Researchers are evaluating the incidence of colorectal cancer in people aged 45 to 70 who have 1 to 2 non-advanced adenomas, which are small precancerous polyps without high-risk features. The study compares outcomes between those who have surveillance colonoscopies every 5 years versus every 10 years. This is important because current guidelines recommend follow-up colonoscopy but lack clear evidence on the best timing for patients with non-advanced adenomas. Participants will undergo colonoscopies at either 5 and 10 years or just at 10 years after their initial qualifying colonoscopy. All colonoscopies, including any unscheduled ones, will follow standard quality procedures and preparation instructions. The initial colonoscopy must have fully visualized the cecum and completely removed all polyps. Sessile serrated polyps without advanced features are also included as non-advanced adenomas. During the trial, researchers will monitor participants through colonoscopy exams and collect data on the incidence of colorectal cancer over a 10-year period. The main measurement is the rate of colorectal cancer occurrence. The study also includes assessments to ensure adherence to colonoscopy quality standards and will follow participants long term to observe safety and effectiveness of the surveillance intervals.
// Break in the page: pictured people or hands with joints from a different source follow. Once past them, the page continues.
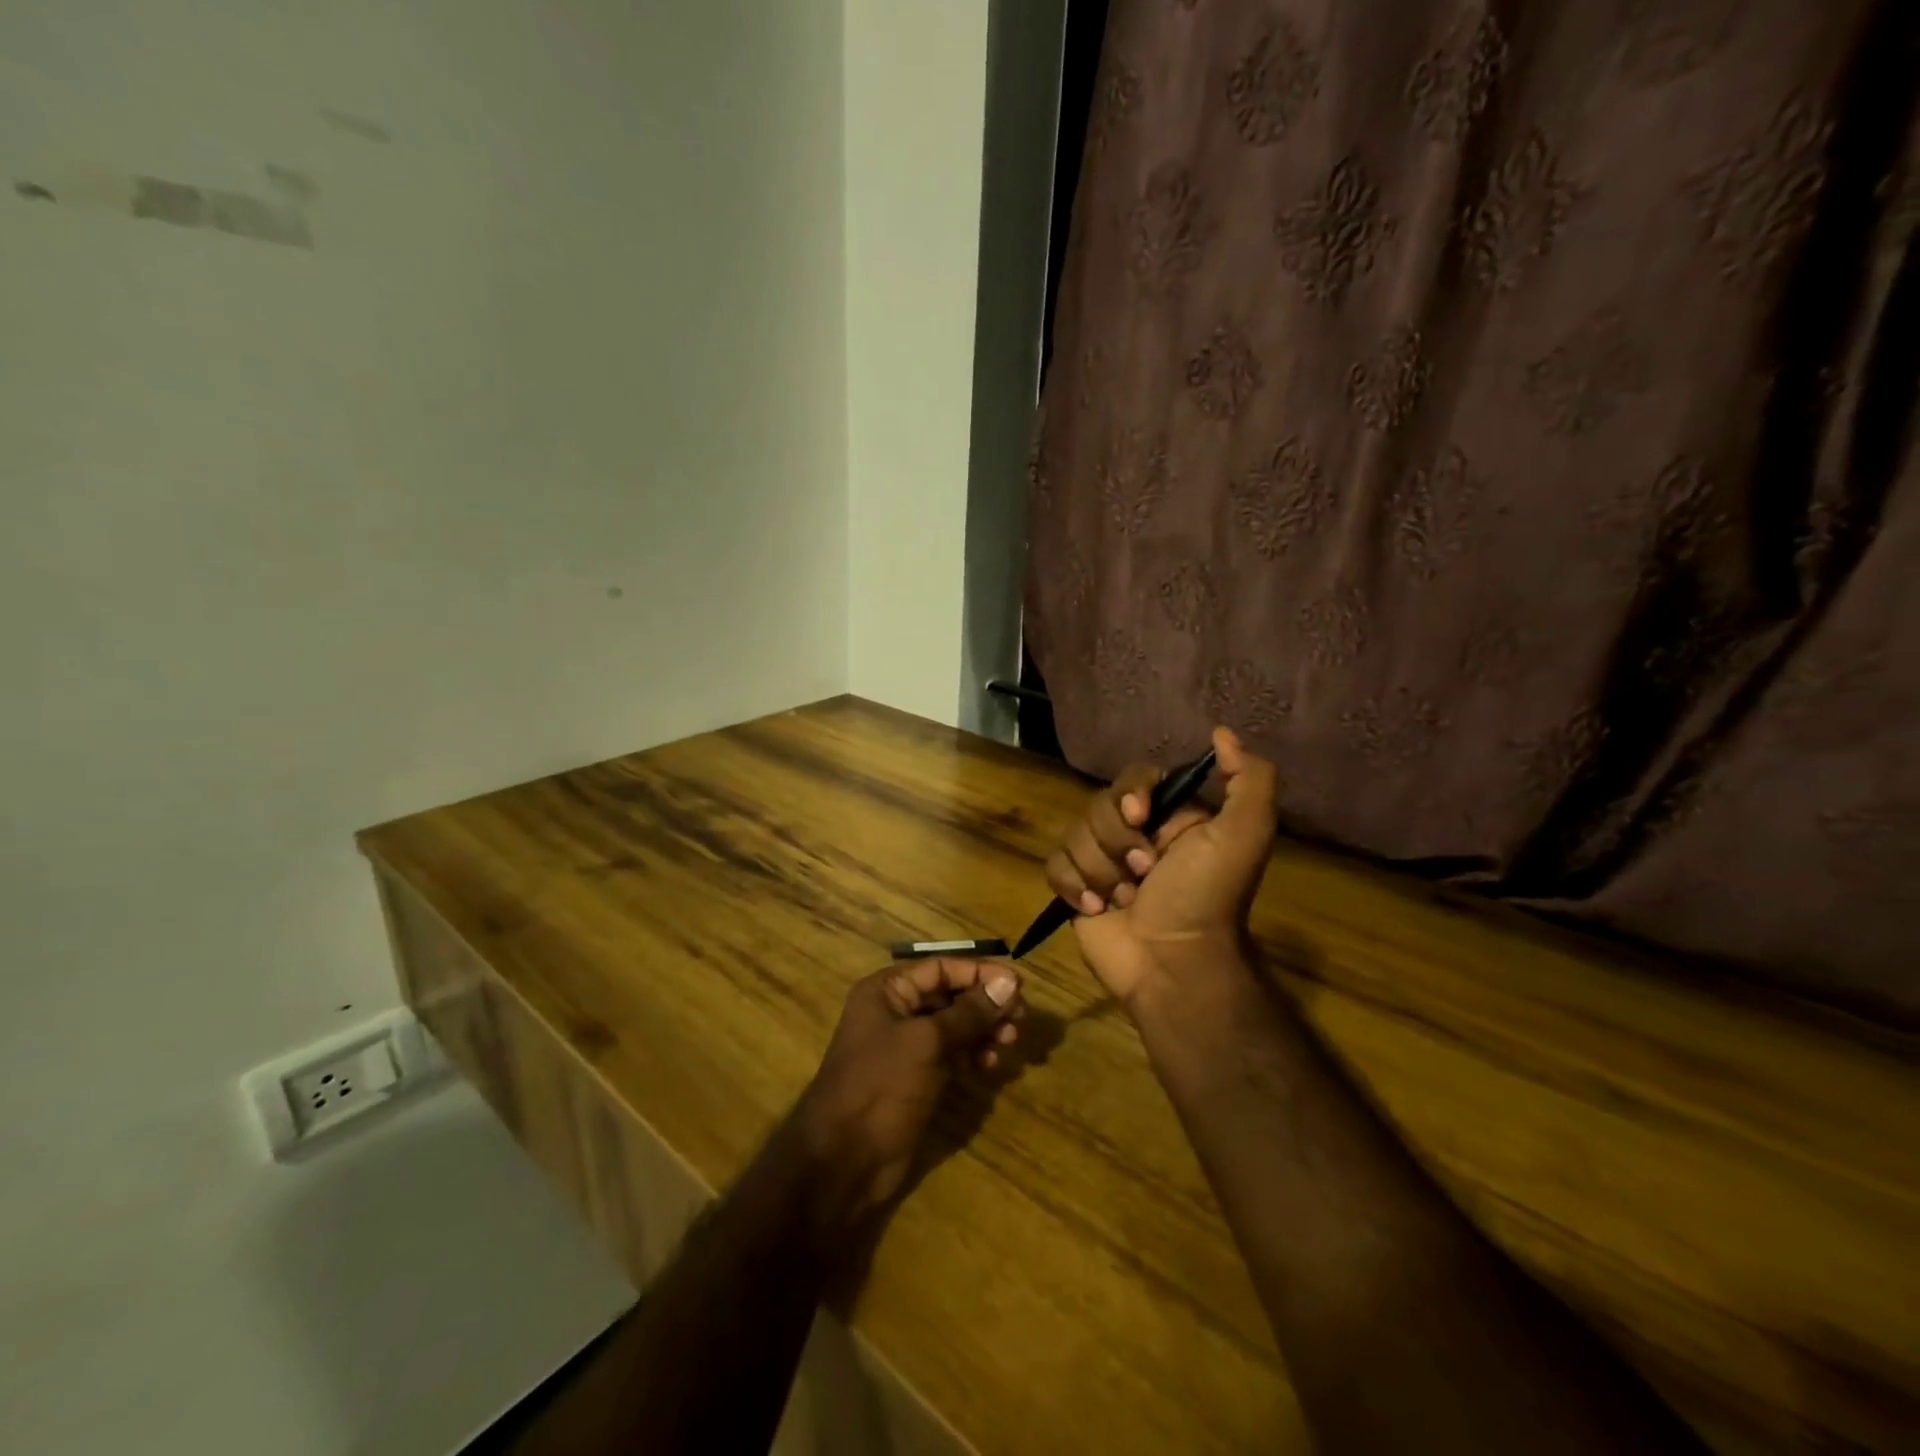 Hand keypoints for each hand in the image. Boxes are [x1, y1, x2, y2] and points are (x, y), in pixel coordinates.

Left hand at [794, 957, 1022, 1223]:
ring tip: (1009, 1043)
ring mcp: (904, 1046)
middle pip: (949, 995)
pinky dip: (971, 1054)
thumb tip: (1009, 984)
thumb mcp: (927, 1043)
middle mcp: (895, 1011)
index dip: (980, 973)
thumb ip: (969, 1013)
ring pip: (953, 1025)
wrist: (844, 1160)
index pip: (941, 968)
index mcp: (887, 991)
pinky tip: (989, 1065)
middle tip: (1019, 1019)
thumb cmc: (881, 1086)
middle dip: (985, 1004)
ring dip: (983, 1030)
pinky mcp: (915, 1077)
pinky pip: (950, 1053)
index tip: (1018, 985)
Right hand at [1045, 727, 1278, 1004]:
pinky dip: (1074, 887)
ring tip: (1124, 900)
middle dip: (1117, 843)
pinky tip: (1097, 909)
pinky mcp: (1076, 888)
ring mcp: (1102, 861)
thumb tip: (1222, 732)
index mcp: (1169, 816)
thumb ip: (1248, 780)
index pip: (1132, 777)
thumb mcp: (1243, 835)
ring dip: (1100, 871)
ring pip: (1073, 836)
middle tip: (1144, 874)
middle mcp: (1133, 833)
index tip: (1140, 817)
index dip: (1129, 794)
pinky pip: (1054, 866)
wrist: (1173, 964)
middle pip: (1097, 807)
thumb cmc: (1206, 898) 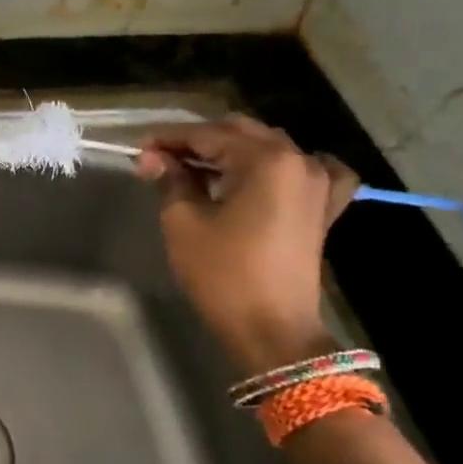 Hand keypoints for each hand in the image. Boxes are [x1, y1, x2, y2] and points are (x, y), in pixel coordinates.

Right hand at [133, 116, 357, 377]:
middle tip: (161, 158)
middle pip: (239, 133)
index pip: (207, 134)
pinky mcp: (324, 208)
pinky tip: (269, 174)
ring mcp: (318, 184)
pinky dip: (285, 166)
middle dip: (198, 141)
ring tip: (197, 168)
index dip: (169, 138)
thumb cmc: (223, 273)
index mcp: (264, 160)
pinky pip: (311, 170)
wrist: (271, 330)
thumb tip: (152, 157)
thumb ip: (170, 180)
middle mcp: (298, 160)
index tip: (138, 148)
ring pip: (269, 147)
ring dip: (232, 150)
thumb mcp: (184, 222) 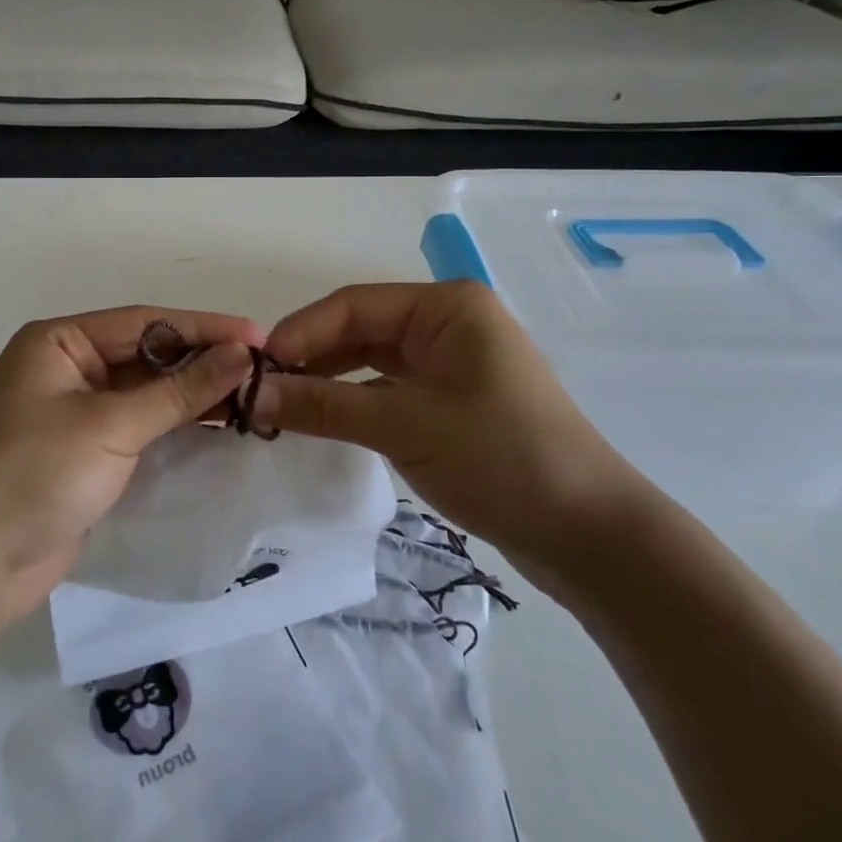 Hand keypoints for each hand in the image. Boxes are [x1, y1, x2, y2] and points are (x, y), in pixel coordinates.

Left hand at [0, 306, 263, 627]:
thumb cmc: (34, 474)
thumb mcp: (111, 425)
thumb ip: (179, 390)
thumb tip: (241, 355)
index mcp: (59, 342)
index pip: (146, 322)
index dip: (204, 328)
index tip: (259, 337)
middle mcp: (67, 367)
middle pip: (147, 354)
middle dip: (201, 362)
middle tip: (263, 370)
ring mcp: (74, 412)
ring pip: (146, 392)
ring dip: (193, 395)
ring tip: (253, 397)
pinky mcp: (85, 452)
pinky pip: (139, 426)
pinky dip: (175, 426)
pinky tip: (218, 428)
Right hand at [252, 281, 651, 577]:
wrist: (590, 536)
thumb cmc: (500, 458)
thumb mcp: (403, 426)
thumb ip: (322, 405)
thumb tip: (250, 394)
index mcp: (445, 306)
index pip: (352, 305)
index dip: (300, 332)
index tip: (256, 368)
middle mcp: (447, 324)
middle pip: (360, 329)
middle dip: (311, 357)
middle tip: (261, 390)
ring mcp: (451, 363)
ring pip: (371, 361)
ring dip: (328, 381)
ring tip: (282, 406)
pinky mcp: (452, 402)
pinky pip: (388, 389)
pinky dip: (353, 402)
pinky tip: (322, 421) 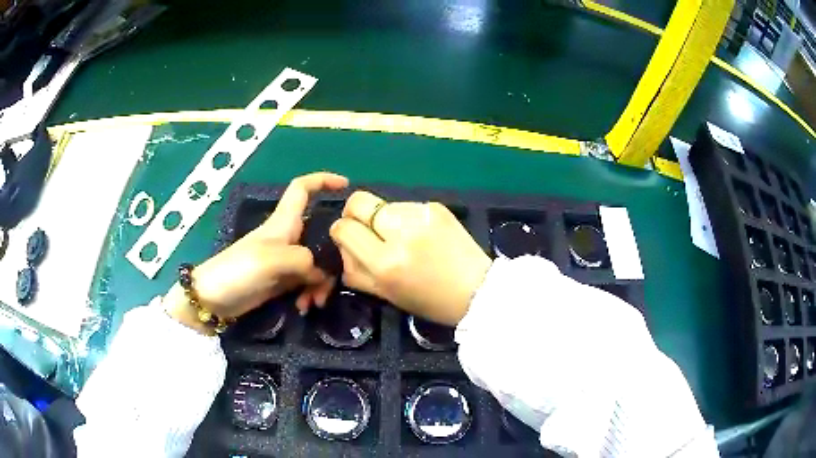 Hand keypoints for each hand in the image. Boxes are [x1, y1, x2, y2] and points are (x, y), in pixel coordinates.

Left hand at [165, 172, 348, 332]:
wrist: (213, 299)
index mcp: (283, 223)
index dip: (323, 180)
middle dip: (333, 255)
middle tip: (337, 279)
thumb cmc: (237, 270)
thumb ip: (303, 260)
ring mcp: (285, 261)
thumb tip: (321, 272)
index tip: (345, 186)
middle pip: (321, 235)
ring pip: (316, 263)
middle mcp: (287, 238)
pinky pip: (307, 283)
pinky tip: (304, 307)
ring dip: (321, 283)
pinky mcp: (281, 281)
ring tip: (315, 303)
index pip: (303, 189)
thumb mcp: (271, 260)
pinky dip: (309, 293)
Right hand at [330, 191, 491, 325]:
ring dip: (383, 218)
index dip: (340, 232)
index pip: (344, 228)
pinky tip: (422, 235)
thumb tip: (342, 247)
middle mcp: (401, 232)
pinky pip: (406, 206)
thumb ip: (356, 271)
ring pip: (383, 204)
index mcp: (385, 262)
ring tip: (401, 238)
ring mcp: (421, 215)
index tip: (348, 239)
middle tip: (365, 229)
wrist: (478, 290)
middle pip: (359, 201)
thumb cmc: (430, 302)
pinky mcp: (436, 207)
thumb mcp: (386, 294)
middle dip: (354, 213)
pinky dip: (405, 218) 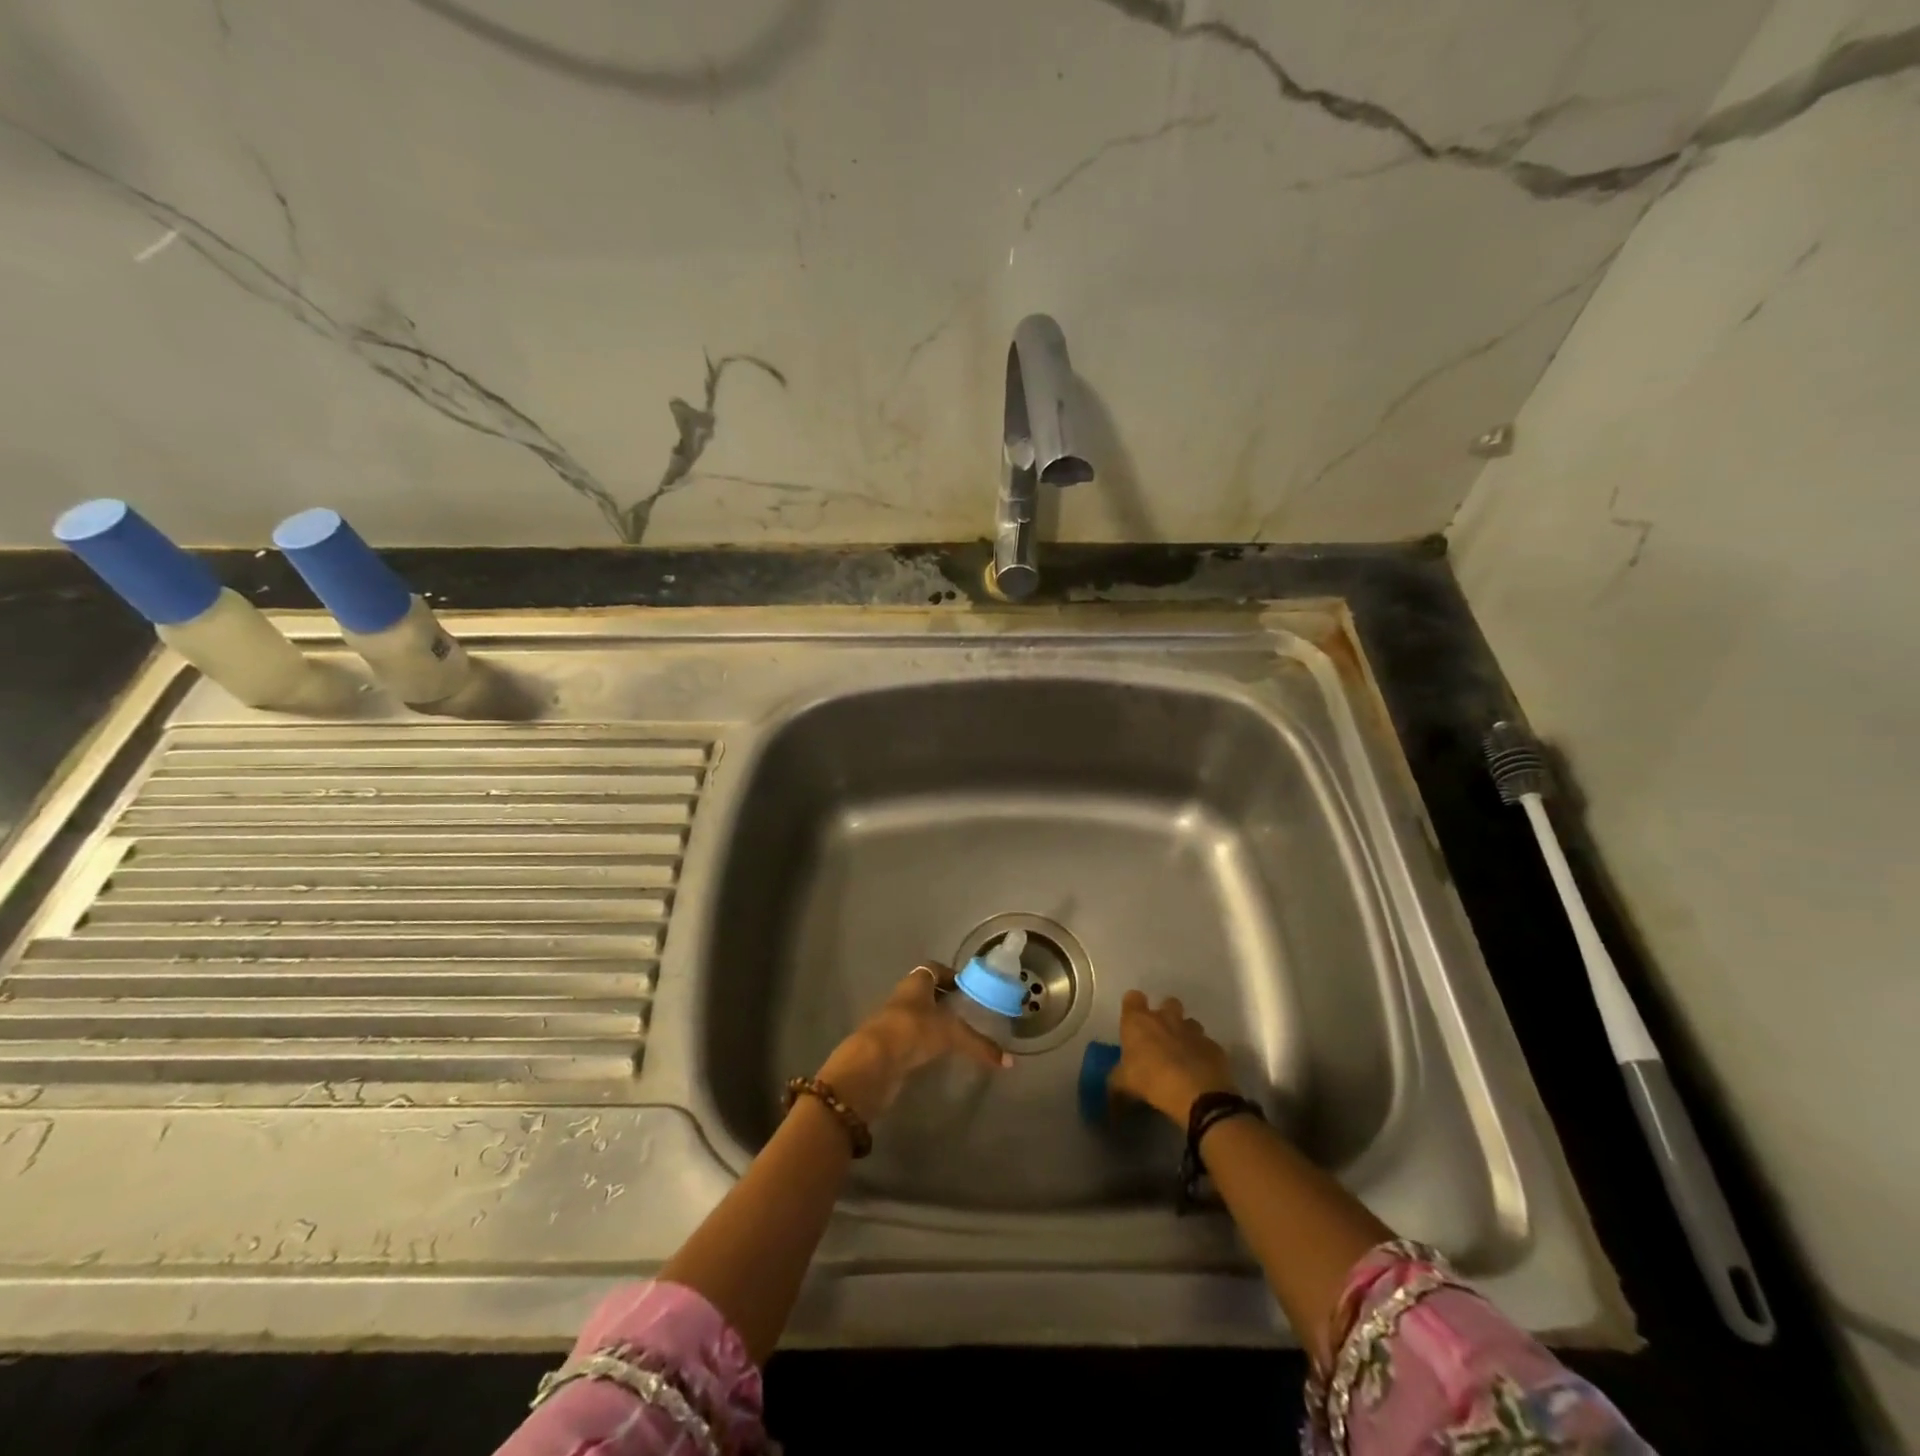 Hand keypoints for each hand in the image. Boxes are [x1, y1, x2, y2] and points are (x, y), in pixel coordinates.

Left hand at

Researchers are evaluating how factors like age, gender, other medical conditions, and the type of immunotherapy affect the development of side effects in patients with malignant solid tumors receiving immune checkpoint inhibitor (ICI) therapy. The study aims to develop and validate a risk prediction model for serious immune-related side effects during the first year of ICI treatment. Additional goals include tracking the occurrence of various side effects, quality of life, patient-reported symptoms, and treatment patterns over 12 months, along with studying biological markers that may predict side effect risk. Participants will have tissue samples collected at the start of their cancer treatment and will complete questionnaires at baseline and at weeks 4, 12, 24, and 52. Blood samples may also be collected at multiple times during the study. The study focuses on patients receiving standard-of-care ICI therapy for solid tumors, without combination chemotherapy or other non-ICI treatments. During the study, participants will complete patient-reported outcome forms and health questionnaires to assess side effects and quality of life. Researchers will monitor the occurrence of severe immune-related side effects over 52 weeks and evaluate biological markers from blood and tissue samples. The study also assesses the use of electronic methods for collecting patient data. Total participation includes assessments over approximately one year following treatment start.